I was so excited, I couldn’t wait to try them all on.

Uh-oh.

My backside is much bigger than either of us realized. There’s a big gap where the clothes don’t fit. When I thanked her profusely, I admitted the size discrepancy as she was telling me about some more designing ideas.

Her solution? She made herself a fake bottom for a more accurate fit. A faux bottom, imagine!

Shall we take a peek at the junk in my trunk? Yes, I’ve been dragging baggage around with me and also working deliberately to let it go.

On Saturday, a vendor I’d never noticed before stopped me as I walked past his booth. He engaged me in conversation and made an observation saying, “You look like a very happy person.”

Admittedly, this is still a fresh, new feeling and his comment took me by surprise. I don’t know why I confessed this (little vestiges of my story still clinging perhaps?), but I replied that until recently, I had been a very angry person (Okay, before you mention it, yes, I just now realize I need to stop saying that. You are witnessing the last trace of something no longer in existence disappearing into this moment. Thank you).

His candor took me to the next level of surprise. “For you to be so angry, you must have been victimized.”

His words struck like an arrow to the center of my heart. We’re not talking sweet, valentine cupidy arrows with red fluff, but sharp, hitting-the-target with accuracy poisoned tips. I felt the wind knocked out of me. His face was so kind and because he was speaking with such compassion, I had a moment of clarity, seeing the bigger picture.

“That’s an old story,” I said, “stuff I’m leaving behind.”

Or was it? His use of the word “victimized” set my teeth on edge. Recognition can be humbling because this next part is humiliating to admit. I’ve been victimizing myself and blaming others for it. Until this weekend, I’ve been using other people and what they say, don’t say, do or don’t do as excuses for my moods.

I carry gigantic, nay, colossal, mammoth, grandiose expectations. Expectations that other people will behave in certain ways in order to make me feel good, and darmnit, if they don’t keep letting me down.

I have put my emotional well being in the hands of other people and then feel victimized by the smallest of things. No really, they are ridiculous. In fact, the smaller the “slight,” the more pain they seem to inflict. A glance I can’t interpret, someone choosing to sit in a chair across from me rather than immediately next to me, a thank you I feel warranted that does not come, someone taking longer to answer via email that I think is appropriate.

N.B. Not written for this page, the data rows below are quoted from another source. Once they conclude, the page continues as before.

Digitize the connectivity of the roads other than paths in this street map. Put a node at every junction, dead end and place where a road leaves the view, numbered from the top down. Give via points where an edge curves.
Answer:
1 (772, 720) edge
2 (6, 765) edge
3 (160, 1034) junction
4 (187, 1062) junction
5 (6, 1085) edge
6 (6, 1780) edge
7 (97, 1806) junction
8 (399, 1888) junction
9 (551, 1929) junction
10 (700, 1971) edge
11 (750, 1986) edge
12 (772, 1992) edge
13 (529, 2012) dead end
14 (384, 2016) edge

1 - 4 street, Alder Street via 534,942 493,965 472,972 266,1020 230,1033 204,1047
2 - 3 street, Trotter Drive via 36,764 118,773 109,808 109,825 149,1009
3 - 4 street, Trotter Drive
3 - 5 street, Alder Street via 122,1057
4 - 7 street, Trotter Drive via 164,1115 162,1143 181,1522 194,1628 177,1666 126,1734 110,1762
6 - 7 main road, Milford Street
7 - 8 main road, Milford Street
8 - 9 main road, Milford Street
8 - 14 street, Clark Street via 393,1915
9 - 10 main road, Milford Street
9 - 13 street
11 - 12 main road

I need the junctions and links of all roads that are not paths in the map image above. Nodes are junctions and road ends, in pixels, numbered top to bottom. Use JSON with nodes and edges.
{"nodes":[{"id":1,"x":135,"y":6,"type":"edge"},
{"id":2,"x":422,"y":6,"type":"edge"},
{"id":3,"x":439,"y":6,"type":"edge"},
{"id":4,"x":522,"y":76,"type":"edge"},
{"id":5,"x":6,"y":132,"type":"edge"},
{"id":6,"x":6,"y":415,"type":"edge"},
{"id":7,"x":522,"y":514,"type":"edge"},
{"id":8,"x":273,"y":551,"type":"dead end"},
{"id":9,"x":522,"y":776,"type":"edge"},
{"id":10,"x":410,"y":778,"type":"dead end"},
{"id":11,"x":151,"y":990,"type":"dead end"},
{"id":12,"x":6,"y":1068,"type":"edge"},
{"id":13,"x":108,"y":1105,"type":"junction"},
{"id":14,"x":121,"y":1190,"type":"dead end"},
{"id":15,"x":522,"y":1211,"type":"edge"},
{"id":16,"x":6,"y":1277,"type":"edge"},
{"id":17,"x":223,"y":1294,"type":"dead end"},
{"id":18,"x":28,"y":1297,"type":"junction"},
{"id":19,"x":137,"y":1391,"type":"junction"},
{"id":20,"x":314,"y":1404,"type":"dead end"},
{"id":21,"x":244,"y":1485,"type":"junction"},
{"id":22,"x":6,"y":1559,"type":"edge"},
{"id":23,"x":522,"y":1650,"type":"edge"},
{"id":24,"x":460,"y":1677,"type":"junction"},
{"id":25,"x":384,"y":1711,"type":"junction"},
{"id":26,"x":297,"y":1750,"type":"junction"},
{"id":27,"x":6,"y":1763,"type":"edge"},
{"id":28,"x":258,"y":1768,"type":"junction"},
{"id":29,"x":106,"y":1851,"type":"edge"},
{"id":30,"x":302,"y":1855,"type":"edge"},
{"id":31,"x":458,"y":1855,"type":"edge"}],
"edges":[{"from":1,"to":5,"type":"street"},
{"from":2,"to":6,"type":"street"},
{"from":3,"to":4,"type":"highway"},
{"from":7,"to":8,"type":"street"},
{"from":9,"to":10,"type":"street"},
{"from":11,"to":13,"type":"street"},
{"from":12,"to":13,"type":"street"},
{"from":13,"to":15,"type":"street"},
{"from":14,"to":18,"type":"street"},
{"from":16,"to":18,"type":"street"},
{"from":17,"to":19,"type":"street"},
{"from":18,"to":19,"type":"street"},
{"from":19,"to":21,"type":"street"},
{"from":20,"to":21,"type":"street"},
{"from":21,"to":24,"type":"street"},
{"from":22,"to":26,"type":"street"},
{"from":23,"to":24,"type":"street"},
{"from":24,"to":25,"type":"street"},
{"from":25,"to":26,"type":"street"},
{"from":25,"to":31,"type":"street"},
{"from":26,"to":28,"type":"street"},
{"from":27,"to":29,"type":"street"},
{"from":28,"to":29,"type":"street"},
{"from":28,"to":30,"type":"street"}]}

This is how I am victimized. Can you believe it? When I write this out loud, I am cringing. Why stop there? I look for rejection everywhere. As a friend says, “You go where you look.”

When I look for rejection, I find it. Evidence is everywhere to support my belief, whether it is a useful one or not. I also get plenty of praise, but as that does not fit the old program of Rejection I’ve been running, why pay as much attention to that?

When I feel rejected, it is because I am attending and nurturing my ego, the smaller, undeveloped part of myself composed of a thousand little hurts.

When I am attending and nurturing my spirit, things look very different to me. When I reframe my view through the eyes of Love, I see others as individual reflections of the Divine, each unique and beautiful, doing the best he or she can.

I carry my weight around my belly and bum, second chakra: Money, self-worth, sexuality, and creativity. As the clothing attests, I have a gap. Not everything fits anymore.

I could look at the ill-fitting clothes as an excuse to feel bad. In fact, it’s so tempting to allow just about anything as my excuse to get out of the flow. I’m not sure why my ego’s favorite flavor of mood is to feel like mierde?

However, I could also consider the gap as a signpost that I’m expanding and that it’s all behind me now. As I look in the mirror, it’s more empowering to understand it’s simply a reflection of where I am rather than making up a story about what anybody else is doing to me.

And with that, I shall bid you adieu.